While I agree that Henry's choice of wives was usually very reactionary, I think he saw the potential for true love in each of the wives (with the possible exception of Anne of Cleves - but even with her I think he felt hopeful). I think that in each, especially Anne Boleyn and Katherine Howard, Henry really felt that they loved him, and was tragically disappointed. I think his love for Jane was more retrospective in nature - she gave him a son and was his only chaste/virginal wife, according to him (excluding Anne of Cleves).
I think Henry's humanity gets lost a bit through a 500 year old lens. But in reality, he was never alone, but seems to have been horribly lonely. And on top of that, he had to be suspicious of the motives of just about every person he encountered, all while carrying the burden of being God's choice to absolutely rule England and its people; alone. Of course, Henry was also violent, mercurial, etc. but I think he was incredibly multi-faceted, and his choice in wives reflects that.
Perhaps Henry VIII was in love with being in love or courtly love. The feeling one gets in a new relationship...like a drug. I think there is a word for it...Limmerance. We will never know what went through Henry's head, but it is fun to speculate. It think above all that Henry was in love with himself and lived a very self-centered life - and probably was unhappy for most of it.

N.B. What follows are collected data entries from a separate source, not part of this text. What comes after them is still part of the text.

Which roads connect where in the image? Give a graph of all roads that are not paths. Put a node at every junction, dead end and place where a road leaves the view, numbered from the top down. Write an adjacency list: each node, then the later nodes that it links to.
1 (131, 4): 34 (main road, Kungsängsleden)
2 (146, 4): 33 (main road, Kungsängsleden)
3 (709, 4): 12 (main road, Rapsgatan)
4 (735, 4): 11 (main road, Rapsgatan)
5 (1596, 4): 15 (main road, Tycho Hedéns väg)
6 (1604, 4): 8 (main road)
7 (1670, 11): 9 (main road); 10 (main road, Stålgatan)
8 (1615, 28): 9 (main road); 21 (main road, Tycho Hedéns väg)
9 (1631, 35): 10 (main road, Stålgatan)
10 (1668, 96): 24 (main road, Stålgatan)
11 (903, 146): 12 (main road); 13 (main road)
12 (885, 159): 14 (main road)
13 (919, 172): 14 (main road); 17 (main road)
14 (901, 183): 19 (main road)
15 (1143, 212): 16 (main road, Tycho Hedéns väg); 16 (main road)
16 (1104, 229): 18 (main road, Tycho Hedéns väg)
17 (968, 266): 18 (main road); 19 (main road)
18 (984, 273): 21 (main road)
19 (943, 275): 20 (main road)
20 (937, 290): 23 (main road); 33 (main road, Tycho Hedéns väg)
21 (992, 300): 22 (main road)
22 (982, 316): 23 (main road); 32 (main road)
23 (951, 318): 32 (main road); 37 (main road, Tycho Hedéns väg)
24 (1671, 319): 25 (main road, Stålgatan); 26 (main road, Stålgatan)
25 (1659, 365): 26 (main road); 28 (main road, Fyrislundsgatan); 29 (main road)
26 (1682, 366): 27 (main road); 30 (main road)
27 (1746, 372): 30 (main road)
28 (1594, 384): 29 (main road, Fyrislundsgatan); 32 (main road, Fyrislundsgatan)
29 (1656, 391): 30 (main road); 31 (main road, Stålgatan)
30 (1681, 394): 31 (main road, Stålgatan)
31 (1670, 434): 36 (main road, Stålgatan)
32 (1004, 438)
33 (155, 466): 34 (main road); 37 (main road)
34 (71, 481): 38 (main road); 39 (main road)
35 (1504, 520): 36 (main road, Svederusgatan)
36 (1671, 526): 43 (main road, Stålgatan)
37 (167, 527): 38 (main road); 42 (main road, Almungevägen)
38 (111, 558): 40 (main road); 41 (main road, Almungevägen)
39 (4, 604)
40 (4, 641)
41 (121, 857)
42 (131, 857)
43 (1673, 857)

I have to disagree with Michelle's statement that Jane was the only chaste/virginal wife.
I think the reason he refers to Jane so lovingly is because she died. He was not even with her for very long. Even though she produced a son, Eventually Henry would have most likely gotten tired of her too!
I'll clarify/expand on my Jane comment. What I mean is chaste/virginal/unblemished or unquestioned 'maidenhood' according to Henry (retrospectively) , not necessarily in reality. So, to Henry:
Catherine of Aragon - Whether Henry actually believed it or not, his public position was her 'questionable' virginity.
Anne B - adultery/questionable virginity
Jane - really the only one whose maidenhood and faithfulness were unquestioned.
Anne of Cleves - while the marriage with Henry was not consummated, he still tried to use a past broken betrothal against her.
Catherine Howard - adultery/questionable virginity
Katherine Parr - nothing to taint her reputation/nothing "unlawful", but still, as she was twice widowed, she was not a maid.
So, what I mean is more from Henry's spin on things. Maybe 'sentimental' is a better word than 'retrospective' regarding his love for her. To him she was pure, gave him a son, and died bearing that son. I agree - Henry probably would have moved on from Jane too given the chance!
I thought that Jane was the only Queen that Henry said that he ever loved. However, I do beleive that Henry loved Catherine of Aragon.